The Importance of Habitat

Native bumble bee sleeping overnight in lavender, awakening when sun warms them.

 

 

 

 

 

 

 

The Importance of Habitat

The lavender fields sound like the inside of a beehive this week, full of all kinds of bees: honey bees and mason bees, bumble bees and carpenter bees. Honey bees get a lot of press with beekeepers losing as much as 30% of their bees every year. We have managed honey bees in ways that many believe have interfered with their immune systems, leaving them vulnerable to various mites and diseases. Honey bees can be industrially farmed, commercial beekeepers renting or selling hundreds of hives to farmers to pollinate almonds and other crops, transporting them from one side of our country to the other. Native pollinators, however, require natural habitat.

A UC Berkeley study has shown native pollinators are playing a far more of an important role than was previously known. In fact, they are responsible for 30% of pollination of crops.

Other studies have shown that when a field is adjacent to wild lands, the crops are also pollinated by the native pollinators. They do require, however, healthy native habitat.

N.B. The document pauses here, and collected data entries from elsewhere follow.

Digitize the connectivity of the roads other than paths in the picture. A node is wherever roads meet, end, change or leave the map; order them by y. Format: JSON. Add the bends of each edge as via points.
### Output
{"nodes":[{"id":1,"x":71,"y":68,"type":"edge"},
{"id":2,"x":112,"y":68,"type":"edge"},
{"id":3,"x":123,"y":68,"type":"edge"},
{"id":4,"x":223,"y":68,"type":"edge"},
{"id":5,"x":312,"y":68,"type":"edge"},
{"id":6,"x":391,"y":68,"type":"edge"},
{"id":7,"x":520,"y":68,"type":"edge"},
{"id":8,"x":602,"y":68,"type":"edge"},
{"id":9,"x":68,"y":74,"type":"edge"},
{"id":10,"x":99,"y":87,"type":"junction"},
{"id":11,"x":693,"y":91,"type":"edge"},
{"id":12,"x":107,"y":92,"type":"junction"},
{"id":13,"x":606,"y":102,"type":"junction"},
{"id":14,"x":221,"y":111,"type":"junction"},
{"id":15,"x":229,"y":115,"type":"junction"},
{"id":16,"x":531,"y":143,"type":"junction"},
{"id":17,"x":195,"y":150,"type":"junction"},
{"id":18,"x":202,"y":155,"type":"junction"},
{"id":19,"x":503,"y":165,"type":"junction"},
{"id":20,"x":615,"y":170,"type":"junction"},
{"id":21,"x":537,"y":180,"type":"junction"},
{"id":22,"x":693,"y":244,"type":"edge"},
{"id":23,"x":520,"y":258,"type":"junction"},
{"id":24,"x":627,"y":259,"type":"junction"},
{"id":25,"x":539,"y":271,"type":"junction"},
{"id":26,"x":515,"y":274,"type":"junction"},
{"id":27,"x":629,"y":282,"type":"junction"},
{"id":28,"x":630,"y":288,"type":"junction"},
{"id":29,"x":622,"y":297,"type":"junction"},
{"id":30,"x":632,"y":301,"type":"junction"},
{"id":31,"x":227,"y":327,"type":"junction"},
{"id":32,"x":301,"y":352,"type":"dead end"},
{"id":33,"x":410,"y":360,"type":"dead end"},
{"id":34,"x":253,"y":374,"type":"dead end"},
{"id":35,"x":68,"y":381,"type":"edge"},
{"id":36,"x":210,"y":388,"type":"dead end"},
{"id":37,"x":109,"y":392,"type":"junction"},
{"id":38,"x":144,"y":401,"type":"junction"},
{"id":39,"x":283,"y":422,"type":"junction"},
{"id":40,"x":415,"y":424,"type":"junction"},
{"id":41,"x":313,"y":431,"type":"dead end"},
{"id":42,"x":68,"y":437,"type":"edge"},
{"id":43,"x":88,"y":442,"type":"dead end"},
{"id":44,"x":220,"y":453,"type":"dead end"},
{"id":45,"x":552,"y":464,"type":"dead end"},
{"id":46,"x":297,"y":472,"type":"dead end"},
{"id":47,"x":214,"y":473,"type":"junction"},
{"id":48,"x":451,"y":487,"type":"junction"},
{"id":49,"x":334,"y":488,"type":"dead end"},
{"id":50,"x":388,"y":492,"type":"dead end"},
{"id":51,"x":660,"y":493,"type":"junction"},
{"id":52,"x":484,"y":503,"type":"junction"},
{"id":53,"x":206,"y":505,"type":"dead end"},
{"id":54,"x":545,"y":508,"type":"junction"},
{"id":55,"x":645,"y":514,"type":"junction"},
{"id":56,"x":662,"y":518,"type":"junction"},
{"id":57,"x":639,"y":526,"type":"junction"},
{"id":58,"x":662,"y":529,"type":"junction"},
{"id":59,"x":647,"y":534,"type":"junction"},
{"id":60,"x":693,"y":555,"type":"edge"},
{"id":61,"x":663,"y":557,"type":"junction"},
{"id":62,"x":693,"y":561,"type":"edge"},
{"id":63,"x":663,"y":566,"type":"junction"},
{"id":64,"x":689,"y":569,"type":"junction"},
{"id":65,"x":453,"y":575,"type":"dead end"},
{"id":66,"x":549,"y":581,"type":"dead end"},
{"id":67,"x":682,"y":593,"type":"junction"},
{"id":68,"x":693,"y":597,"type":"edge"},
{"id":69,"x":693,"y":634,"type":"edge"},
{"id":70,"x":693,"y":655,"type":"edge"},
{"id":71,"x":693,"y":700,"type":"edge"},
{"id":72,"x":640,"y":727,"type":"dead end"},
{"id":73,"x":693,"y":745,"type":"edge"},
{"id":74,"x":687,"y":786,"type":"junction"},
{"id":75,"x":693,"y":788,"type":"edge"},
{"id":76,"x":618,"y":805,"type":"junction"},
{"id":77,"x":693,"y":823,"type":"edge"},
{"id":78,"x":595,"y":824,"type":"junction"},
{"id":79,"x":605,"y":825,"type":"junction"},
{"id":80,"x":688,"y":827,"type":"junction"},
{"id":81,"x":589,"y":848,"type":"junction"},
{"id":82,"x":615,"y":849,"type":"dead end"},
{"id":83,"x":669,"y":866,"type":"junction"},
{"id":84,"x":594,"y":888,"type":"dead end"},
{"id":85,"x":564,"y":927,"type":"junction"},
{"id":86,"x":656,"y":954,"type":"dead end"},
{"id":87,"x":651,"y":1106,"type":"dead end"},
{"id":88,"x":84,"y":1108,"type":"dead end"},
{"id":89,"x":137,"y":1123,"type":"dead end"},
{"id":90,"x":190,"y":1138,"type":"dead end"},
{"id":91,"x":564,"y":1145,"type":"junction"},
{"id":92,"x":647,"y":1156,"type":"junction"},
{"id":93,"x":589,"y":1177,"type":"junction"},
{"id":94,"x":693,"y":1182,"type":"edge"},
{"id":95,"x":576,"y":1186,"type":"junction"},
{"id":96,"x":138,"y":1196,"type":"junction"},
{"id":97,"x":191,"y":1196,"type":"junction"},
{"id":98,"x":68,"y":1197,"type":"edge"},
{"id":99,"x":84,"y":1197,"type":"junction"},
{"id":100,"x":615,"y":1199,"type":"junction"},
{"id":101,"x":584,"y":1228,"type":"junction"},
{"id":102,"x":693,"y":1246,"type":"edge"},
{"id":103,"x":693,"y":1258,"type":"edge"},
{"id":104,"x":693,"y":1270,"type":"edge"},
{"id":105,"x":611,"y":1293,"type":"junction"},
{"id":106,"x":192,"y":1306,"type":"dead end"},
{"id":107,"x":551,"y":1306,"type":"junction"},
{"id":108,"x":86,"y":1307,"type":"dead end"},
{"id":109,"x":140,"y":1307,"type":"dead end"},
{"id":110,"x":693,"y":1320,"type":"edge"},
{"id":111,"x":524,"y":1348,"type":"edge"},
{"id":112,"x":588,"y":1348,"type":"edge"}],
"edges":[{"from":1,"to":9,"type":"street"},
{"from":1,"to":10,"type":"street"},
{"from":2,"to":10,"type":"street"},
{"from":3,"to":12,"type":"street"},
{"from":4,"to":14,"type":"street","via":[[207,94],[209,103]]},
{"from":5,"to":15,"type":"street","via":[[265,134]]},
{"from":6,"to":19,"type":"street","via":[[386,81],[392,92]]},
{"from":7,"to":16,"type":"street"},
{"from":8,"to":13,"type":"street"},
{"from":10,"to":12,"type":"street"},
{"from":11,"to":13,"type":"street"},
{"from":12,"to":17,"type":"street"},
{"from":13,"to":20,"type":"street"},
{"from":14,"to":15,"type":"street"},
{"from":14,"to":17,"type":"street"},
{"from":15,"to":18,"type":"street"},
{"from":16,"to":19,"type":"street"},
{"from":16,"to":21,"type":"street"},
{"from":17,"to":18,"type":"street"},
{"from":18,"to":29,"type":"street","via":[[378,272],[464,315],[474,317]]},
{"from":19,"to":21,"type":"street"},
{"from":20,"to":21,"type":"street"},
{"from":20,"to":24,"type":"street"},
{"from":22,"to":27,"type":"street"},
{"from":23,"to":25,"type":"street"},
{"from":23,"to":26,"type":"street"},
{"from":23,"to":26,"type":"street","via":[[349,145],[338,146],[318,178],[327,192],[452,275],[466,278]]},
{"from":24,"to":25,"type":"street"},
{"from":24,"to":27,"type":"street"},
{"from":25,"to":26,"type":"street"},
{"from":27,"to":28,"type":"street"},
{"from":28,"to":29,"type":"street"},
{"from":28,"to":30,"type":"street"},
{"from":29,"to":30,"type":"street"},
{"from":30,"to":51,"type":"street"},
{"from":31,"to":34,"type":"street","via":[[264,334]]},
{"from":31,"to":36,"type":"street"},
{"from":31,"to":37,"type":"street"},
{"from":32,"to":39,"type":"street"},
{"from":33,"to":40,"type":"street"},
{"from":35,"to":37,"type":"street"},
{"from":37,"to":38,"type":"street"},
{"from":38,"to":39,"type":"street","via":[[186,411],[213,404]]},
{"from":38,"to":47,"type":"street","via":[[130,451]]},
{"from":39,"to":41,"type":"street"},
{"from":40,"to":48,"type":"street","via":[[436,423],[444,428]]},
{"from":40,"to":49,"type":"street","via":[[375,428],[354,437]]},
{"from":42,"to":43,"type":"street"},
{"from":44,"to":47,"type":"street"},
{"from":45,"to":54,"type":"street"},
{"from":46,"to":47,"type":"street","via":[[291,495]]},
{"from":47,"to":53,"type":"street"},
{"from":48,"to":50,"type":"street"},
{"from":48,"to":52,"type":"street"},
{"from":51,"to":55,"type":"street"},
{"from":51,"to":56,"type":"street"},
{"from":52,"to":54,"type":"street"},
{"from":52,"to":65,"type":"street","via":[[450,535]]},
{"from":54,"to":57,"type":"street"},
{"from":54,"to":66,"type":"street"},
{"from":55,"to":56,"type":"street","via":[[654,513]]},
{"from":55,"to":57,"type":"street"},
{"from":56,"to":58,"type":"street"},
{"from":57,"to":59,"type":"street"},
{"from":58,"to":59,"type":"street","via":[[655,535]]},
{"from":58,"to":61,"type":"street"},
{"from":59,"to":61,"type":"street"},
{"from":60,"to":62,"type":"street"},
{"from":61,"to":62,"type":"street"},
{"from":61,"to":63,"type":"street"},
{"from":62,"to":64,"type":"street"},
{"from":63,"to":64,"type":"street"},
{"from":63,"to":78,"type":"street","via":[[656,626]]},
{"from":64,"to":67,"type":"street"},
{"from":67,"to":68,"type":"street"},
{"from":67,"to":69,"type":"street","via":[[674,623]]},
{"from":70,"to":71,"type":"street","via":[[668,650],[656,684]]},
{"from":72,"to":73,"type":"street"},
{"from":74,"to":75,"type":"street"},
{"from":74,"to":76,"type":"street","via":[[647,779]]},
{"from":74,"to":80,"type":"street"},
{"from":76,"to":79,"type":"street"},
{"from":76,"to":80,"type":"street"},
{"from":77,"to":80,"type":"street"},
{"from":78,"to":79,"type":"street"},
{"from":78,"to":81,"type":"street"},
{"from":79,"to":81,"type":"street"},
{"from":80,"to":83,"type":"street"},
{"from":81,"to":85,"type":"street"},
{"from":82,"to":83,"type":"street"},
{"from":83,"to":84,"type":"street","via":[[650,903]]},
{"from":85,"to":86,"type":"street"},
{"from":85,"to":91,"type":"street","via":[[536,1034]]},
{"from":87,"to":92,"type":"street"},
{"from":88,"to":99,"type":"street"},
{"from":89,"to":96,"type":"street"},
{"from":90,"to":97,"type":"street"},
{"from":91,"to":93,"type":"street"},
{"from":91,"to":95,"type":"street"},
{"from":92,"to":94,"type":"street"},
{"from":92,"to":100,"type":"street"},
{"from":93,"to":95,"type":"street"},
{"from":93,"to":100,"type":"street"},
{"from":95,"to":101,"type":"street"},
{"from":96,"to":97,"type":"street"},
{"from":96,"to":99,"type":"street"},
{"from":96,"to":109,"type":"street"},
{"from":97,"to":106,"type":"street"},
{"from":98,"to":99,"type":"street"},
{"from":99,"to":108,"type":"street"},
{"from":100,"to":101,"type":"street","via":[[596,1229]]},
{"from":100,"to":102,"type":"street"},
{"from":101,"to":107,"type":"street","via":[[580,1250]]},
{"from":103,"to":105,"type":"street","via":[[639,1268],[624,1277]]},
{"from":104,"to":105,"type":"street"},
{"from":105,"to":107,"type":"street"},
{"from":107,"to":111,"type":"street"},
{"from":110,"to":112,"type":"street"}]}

You can support native pollinators in several ways. Let there be bare spaces in your garden or yard where ground bees can burrow or occupy abandoned gopher holes. Allow for areas of the garden that are “wild” with native plants. In fact, use as many native plants as possible in your landscaping. Support legislation that protects rangeland. One of the greater threats to native pollinators is shrinking rangeland. California lost 105,000 acres of rangeland to development between the years 1990 and 2004 and the California Oak Foundation projects the state could lose another 3/4 of a million acres in the next 30 years.